TASK REQUIREMENTS: Copy out all lines bearing the word "Curtis" from the listing below.

EXERCISE MATERIALS:
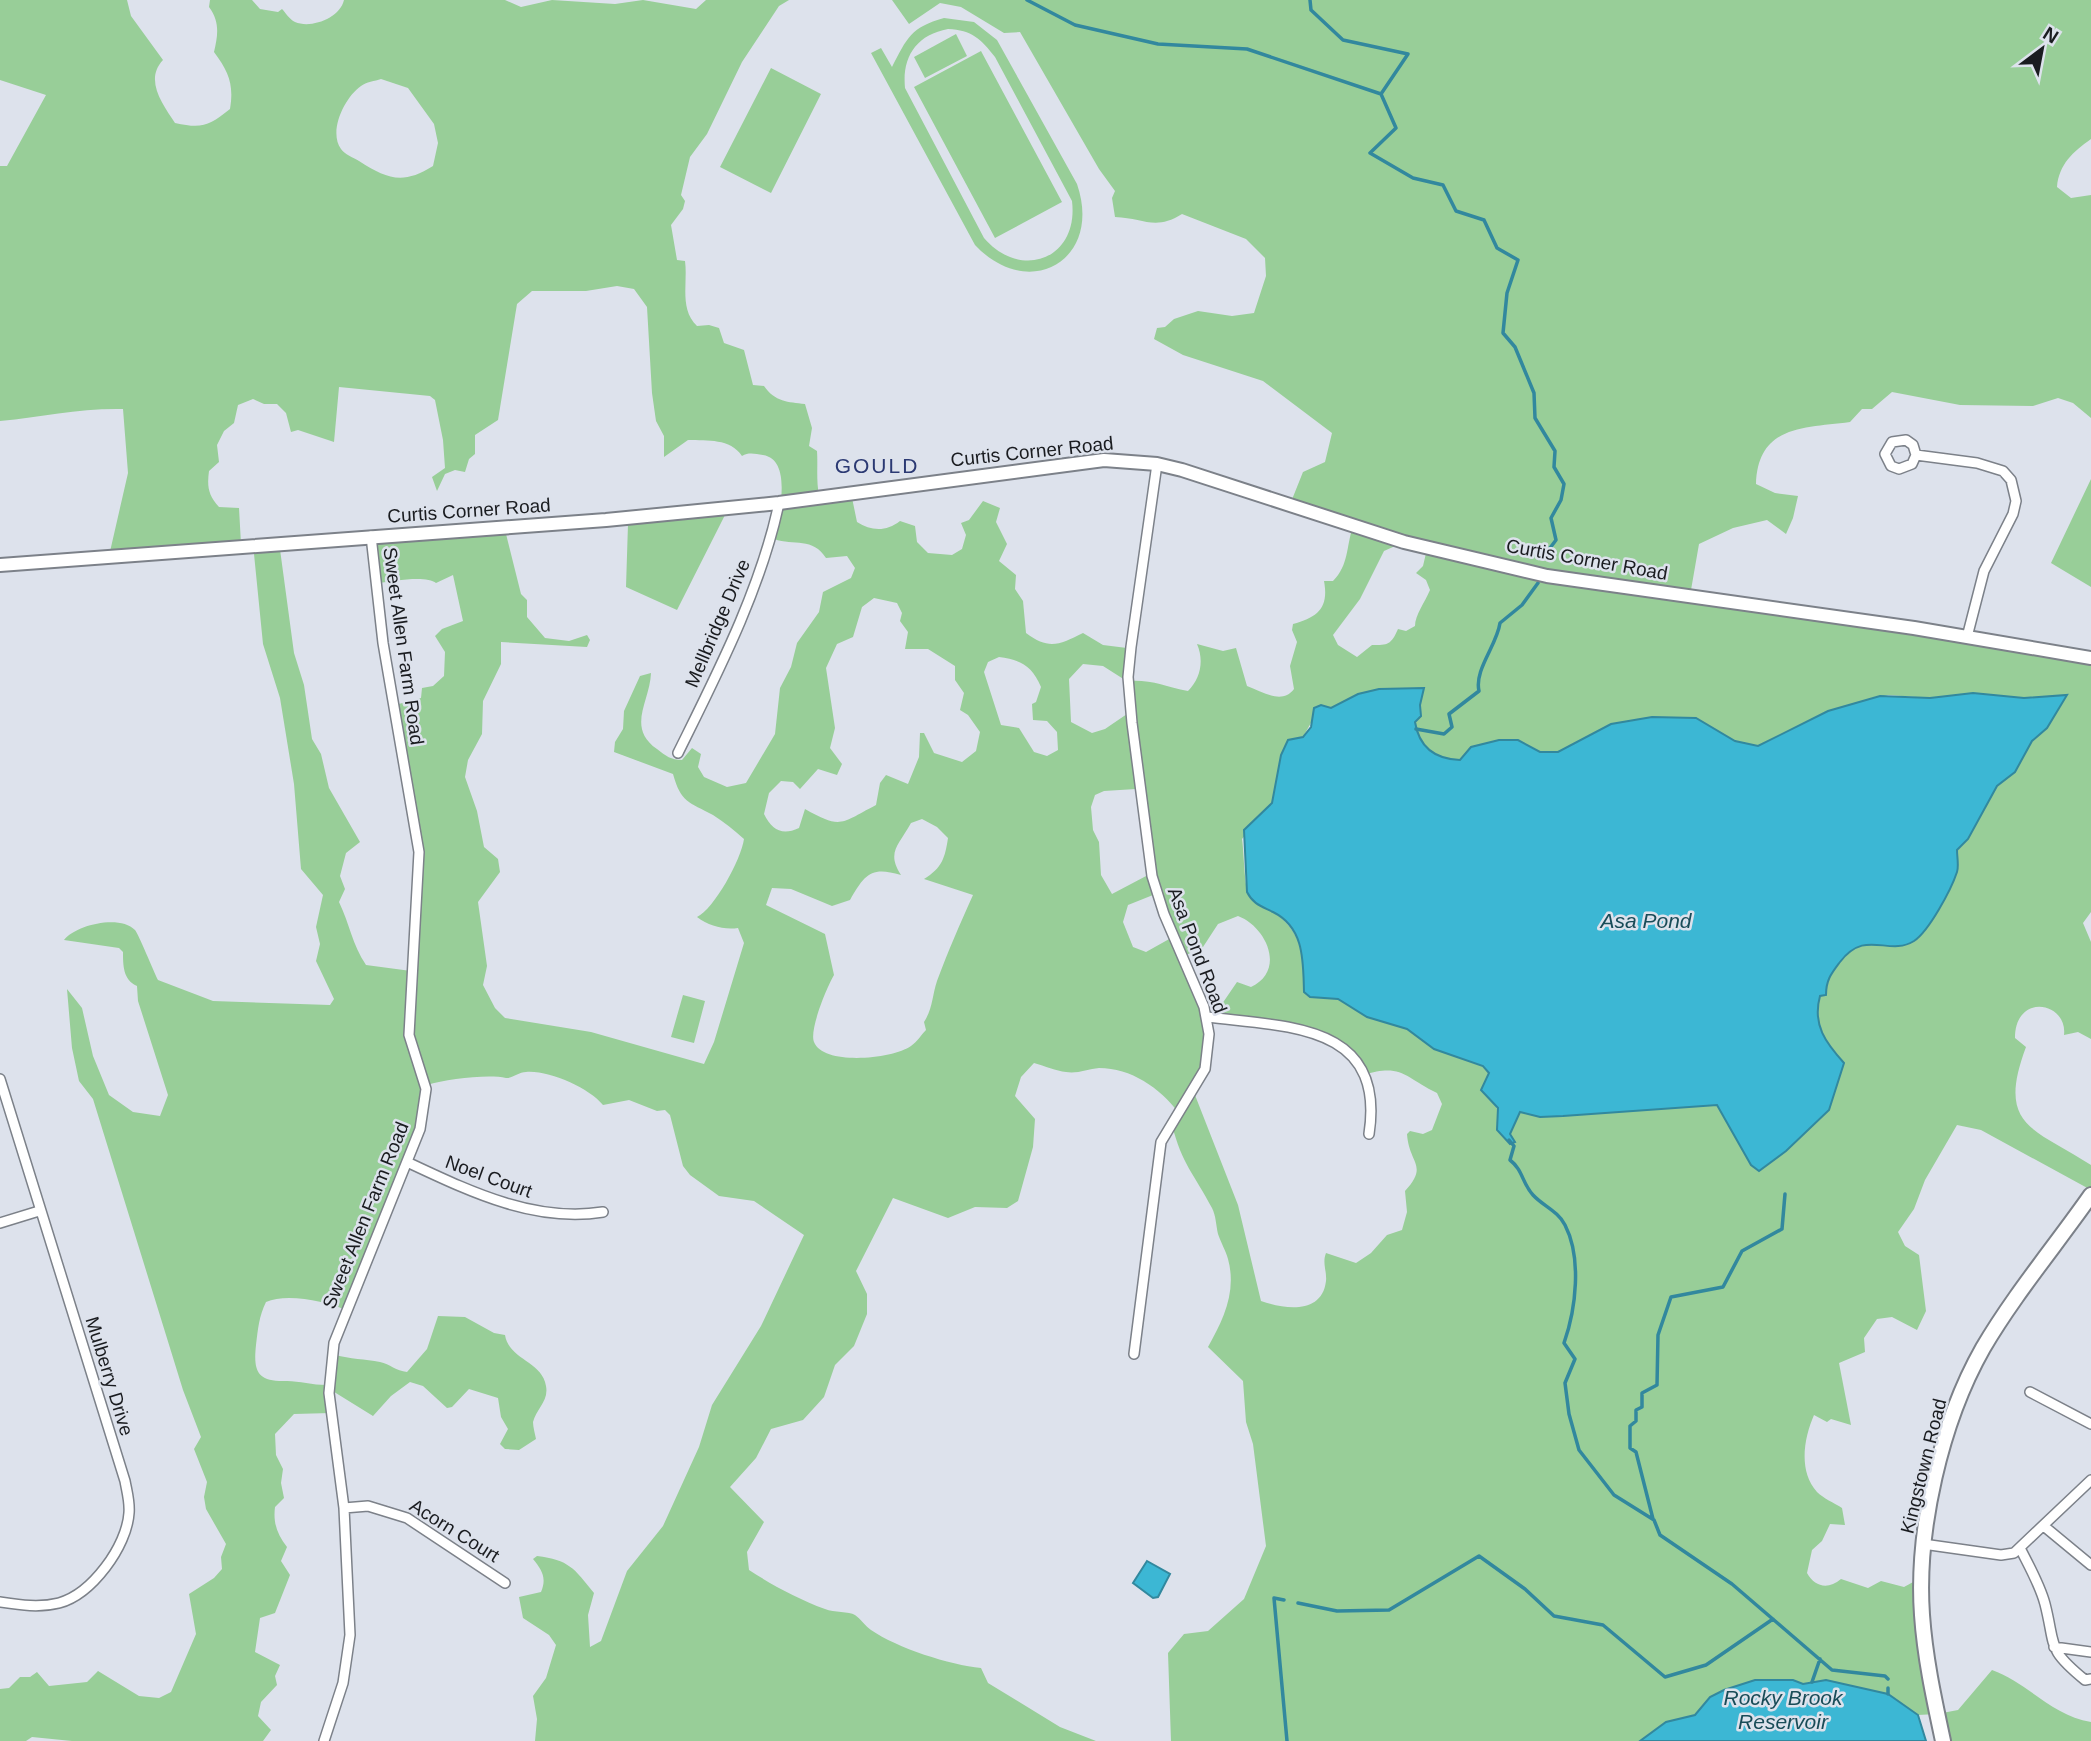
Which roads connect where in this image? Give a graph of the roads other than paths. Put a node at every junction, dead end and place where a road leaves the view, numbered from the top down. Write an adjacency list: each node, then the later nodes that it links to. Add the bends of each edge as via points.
1 (1916, 455): 6 (street, via 2003,471 2014,490 2013,514 1984,571)
2 (1157, 464): 3 (street, Curtis Corner Road, via 1104,460); 6 (street, Curtis Corner Road, via 1404,542 1546,576); 9 (street, Asa Pond Road, via 1130,647 1132,723 1152,876)
3 (779, 503): 4 (street, Curtis Corner Road); 8 (street, Mellbridge Drive, via 773,533 744,608)
4 (370, 536): 5 (street, Curtis Corner Road); 12 (street, Sweet Allen Farm Road, via 383,643 419,852 409,1042 426,1096)
5 (0, 565)
6 (1966, 636): 7 (street, Curtis Corner Road)
7 (2091, 658)
8 (678, 753)
9 (1207, 1017): 11 (street, via 1303,1029 1331,1039 1364,1071 1370,1084); 17 (street, Asa Pond Road, via 1205,1069 1168,1128 1157,1160)
10 (0, 1079): 14 (street, Mulberry Drive)
11 (1369, 1134)
12 (407, 1162): 15 (street, Noel Court, via 536,1212 567,1216); 21 (street, Sweet Allen Farm Road, via 334,1343 329,1393)
13 (2091, 1195): 23 (main road, Kingstown Road, via 1972,1369 1945,1444)
14 (39, 1210): 16 (street); 27 (street, Mulberry Drive, via 125,1481 129,1514 121,1543 78,1593 58,1604 42,1606)
15 (603, 1212)
16 (0, 1223)
17 (1134, 1354)
18 (2030, 1392): 19 (street)
19 (2091, 1424)
20 (2091, 1480): 22 (street)
21 (344, 1508): 26 (street, Acorn Court, via 368,1506 407,1518); 31 (street, Sweet Allen Farm Road, via 350,1635 343,1683)
22 (2045, 1527): 24 (street); 25 (street)
23 (1923, 1544): 24 (street, via 2001,1555); 32 (main road, Kingstown Road, via 1925,1647)
24 (2020, 1548): 28 (street, via 2045,1605)
25 (2091, 1565)
26 (505, 1583)
27 (0, 1602)
28 (2054, 1647): 29 (street); 30 (street, via 2064,1663 2085,1680)
29 (2091, 1652)
30 (2091, 1679)
31 (324, 1741)
32 (1943, 1741)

TASK ANSWER:
2 (1157, 464): 3 (street, Curtis Corner Road, via 1104,460); 6 (street, Curtis Corner Road, via 1404,542 1546,576); 9 (street, Asa Pond Road, via 1130,647 1132,723 1152,876)
3 (779, 503): 4 (street, Curtis Corner Road); 8 (street, Mellbridge Drive, via 773,533 744,608)
4 (370, 536): 5 (street, Curtis Corner Road); 12 (street, Sweet Allen Farm Road, via 383,643 419,852 409,1042 426,1096)
6 (1966, 636): 7 (street, Curtis Corner Road)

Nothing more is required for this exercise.